José Manuel Torres Funes

Los que conocemos bien Honduras, sabemos que el amor y el odio, son mellizos que comparten la misma cuna. Uno de los dos, en algún momento, termina por echar al otro de la cama.

Cuando hemos dejado que nuestra lengua odie – indiferentemente de nuestra clase social– solemos estar dispuestos a asumir sin contrariarnos demasiado, el orden de las relaciones de poder. Parecería que una cosa y la otra no tienen nada que ver.

Pero si se piensa, por ejemplo, en la jerarquía militar, quizá esta opinión se sugiera con más obviedad.

La arquitectura de las relaciones de poder está basada en la impunidad y en el principio de la naturaleza supuestamente incuestionable de la autoridad que se reproduce primeramente a través del discurso, más precisamente del habla. Desde la primera infancia aprendemos a destruir la moral de los otros y a que también nos la destruyan. Esto se puede hacer a golpes, pero sobre todo se hace con la lengua, con palabras.

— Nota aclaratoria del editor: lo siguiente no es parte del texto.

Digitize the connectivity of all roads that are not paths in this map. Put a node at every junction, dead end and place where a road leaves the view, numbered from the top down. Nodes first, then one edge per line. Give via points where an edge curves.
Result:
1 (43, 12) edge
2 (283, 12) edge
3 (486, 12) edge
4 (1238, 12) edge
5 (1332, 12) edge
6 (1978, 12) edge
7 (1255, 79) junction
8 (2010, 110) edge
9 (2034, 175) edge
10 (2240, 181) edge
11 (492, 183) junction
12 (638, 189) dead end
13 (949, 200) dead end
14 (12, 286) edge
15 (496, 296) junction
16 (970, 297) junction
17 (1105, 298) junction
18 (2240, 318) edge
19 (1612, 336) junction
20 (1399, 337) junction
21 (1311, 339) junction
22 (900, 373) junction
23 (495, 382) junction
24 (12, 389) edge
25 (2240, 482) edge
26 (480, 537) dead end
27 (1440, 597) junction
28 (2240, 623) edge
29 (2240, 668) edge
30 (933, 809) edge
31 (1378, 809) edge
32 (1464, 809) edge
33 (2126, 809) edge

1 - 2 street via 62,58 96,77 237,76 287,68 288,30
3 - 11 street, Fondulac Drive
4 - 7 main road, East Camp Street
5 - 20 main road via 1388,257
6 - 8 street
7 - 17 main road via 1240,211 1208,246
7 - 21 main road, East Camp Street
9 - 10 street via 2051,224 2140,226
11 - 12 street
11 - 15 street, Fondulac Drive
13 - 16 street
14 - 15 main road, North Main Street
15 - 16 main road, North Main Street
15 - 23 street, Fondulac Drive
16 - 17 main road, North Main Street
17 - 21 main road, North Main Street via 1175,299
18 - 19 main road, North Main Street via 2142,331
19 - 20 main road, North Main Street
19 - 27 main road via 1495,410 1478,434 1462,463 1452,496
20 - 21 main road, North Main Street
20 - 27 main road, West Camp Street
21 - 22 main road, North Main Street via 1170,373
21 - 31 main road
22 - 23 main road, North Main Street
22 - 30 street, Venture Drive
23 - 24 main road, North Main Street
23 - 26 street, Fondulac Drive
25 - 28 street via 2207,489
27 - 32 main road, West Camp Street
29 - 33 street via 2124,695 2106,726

Cuando entramos a formar parte de la arquitectura de las relaciones de poder, por ejemplo, como miembros de un partido político, nuestra moral y nuestra prominencia individual –a menos que heredemos directamente el poder– se someten inmediatamente a la moral del partido, que está por encima de la nuestra y que se transmite de forma verbal. No hace falta decir qué tipos de personas nos convertimos cuando servimos a instituciones inmorales…

La mayor parte de las personas tienen diversas resistencias a esta dualidad, pero casi siempre, por no decir todo el tiempo, su yo más íntimo, sale perdiendo.

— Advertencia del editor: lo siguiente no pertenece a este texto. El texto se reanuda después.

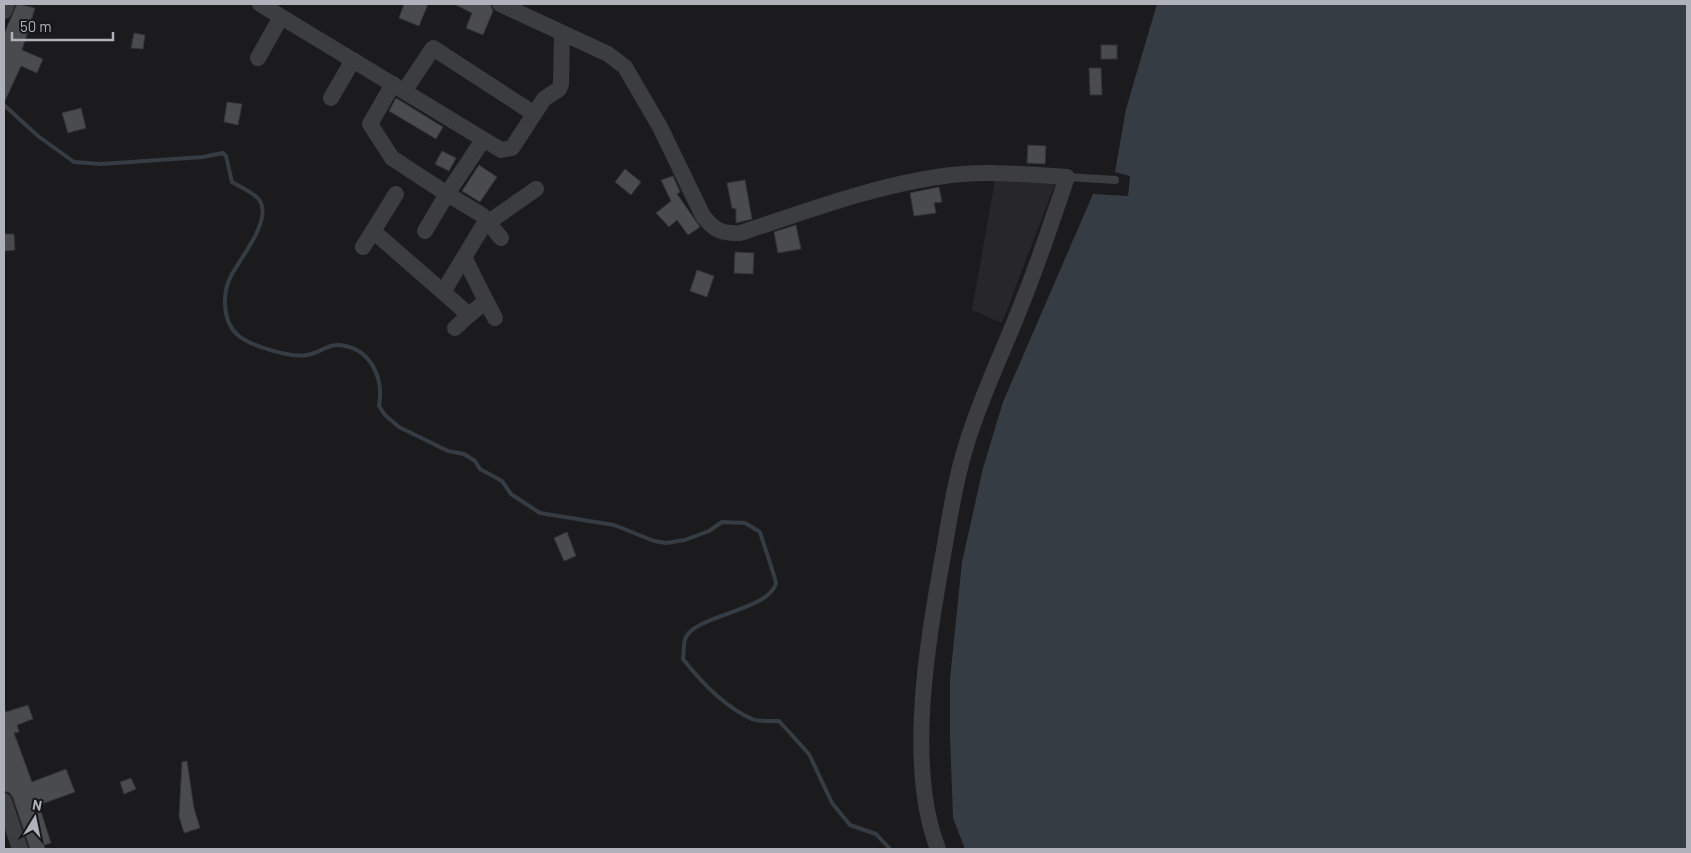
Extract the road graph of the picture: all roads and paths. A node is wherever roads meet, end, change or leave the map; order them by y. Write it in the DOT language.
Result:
graph roads {
  1 [pos="7,4"];
  2 [pos="260,4"];
  3 [pos="500,4"];
  4 [pos="4,11"];
  5 [pos="281,17"];
  6 [pos="562,33"];
  7 [pos="258,58"];
  8 [pos="353,60"];
  9 [pos="399,87"];
  10 [pos="331,98"];
  11 [pos="533,113"];
  12 [pos="483,140"];
  13 [pos="1067,177"];
  14 [pos="1115,180"];
  15 [pos="536,189"];
  16 [pos="396,194"];
  17 [pos="447,194"];
  18 [pos="489,224"];
  19 [pos="374,230"];
  20 [pos="424,231"];
  21 [pos="501,238"];
  22 [pos="363,247"];
  23 [pos="464,257"];
  24 [pos="442,292"];
  25 [pos="486,301"];
  26 [pos="469,315"];
  27 [pos="496,318"];
  28 [pos="455,328"];
  29 [pos="4,801"];
  30 [pos="20,849"];
  31 [pos="938,849"];
  1 -- 4 [label="street"];
  2 -- 5 [label="street"];
  3 -- 6 [label="street"];
  5 -- 7 [label="street"];
  5 -- 8 [label="street"];
  6 -- 11 [label="street"];
  6 -- 13 [label="street"];
  8 -- 9 [label="street"];
  8 -- 10 [label="street"];
  9 -- 11 [label="street"];
  9 -- 12 [label="street"];
  9 -- 17 [label="street"];
  11 -- 12 [label="street"];
  12 -- 17 [label="street"];
  13 -- 14 [label="lane"];
  13 -- 31 [label="street"];
  15 -- 18 [label="street"];
  16 -- 19 [label="street"];
  17 -- 18 [label="street"];
  17 -- 20 [label="street"];
  18 -- 21 [label="street"];
  18 -- 23 [label="street"];
  19 -- 22 [label="street"];
  19 -- 24 [label="street"];
  23 -- 24 [label="street"];
  23 -- 25 [label="street"];
  24 -- 26 [label="street"];
  25 -- 26 [label="street"];
  25 -- 27 [label="street"];
  26 -- 28 [label="street"];
  29 -- 30 [label="street"];
}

Lo mismo pasa en el Estado, las iglesias, las maras, las organizaciones criminales, el ejército, la empresa privada, los medios de comunicación, los movimientos sociales.

En Honduras somos justamente las personas que no podemos ser, por eso mismo con tanta frecuencia nos terminaremos convirtiendo en lo que odiamos. No solamente la hondureña, las sociedades contemporáneas se calcinan con el fuego de los pensamientos extremos.

La realidad pareciera orillarnos, a los que no nos queremos someter a estas formas de arquitectura del poder o que no nos circunscribimos en un pensamiento que incita diversas formas de odio, a hacer las cosas sin compañía de nadie, a relegarnos en micro-mundos, a excluirnos, a irnos del país, a desarrollar un carácter gregario y hermético, empujándonos a formas pronunciadas de individualismo en las que, por otra parte, empezamos a creernos dueños de la verdad, una verdad, por cierto, sin patria.

A veces parecería que cualquier decisión que tomemos, nos convoca a un mismo destino, irrefutable, el de parias.

Son raros los espacios verdaderamente públicos que están libres de odio o de la arquitectura opresiva de las relaciones de poder, ni siquiera el transporte público.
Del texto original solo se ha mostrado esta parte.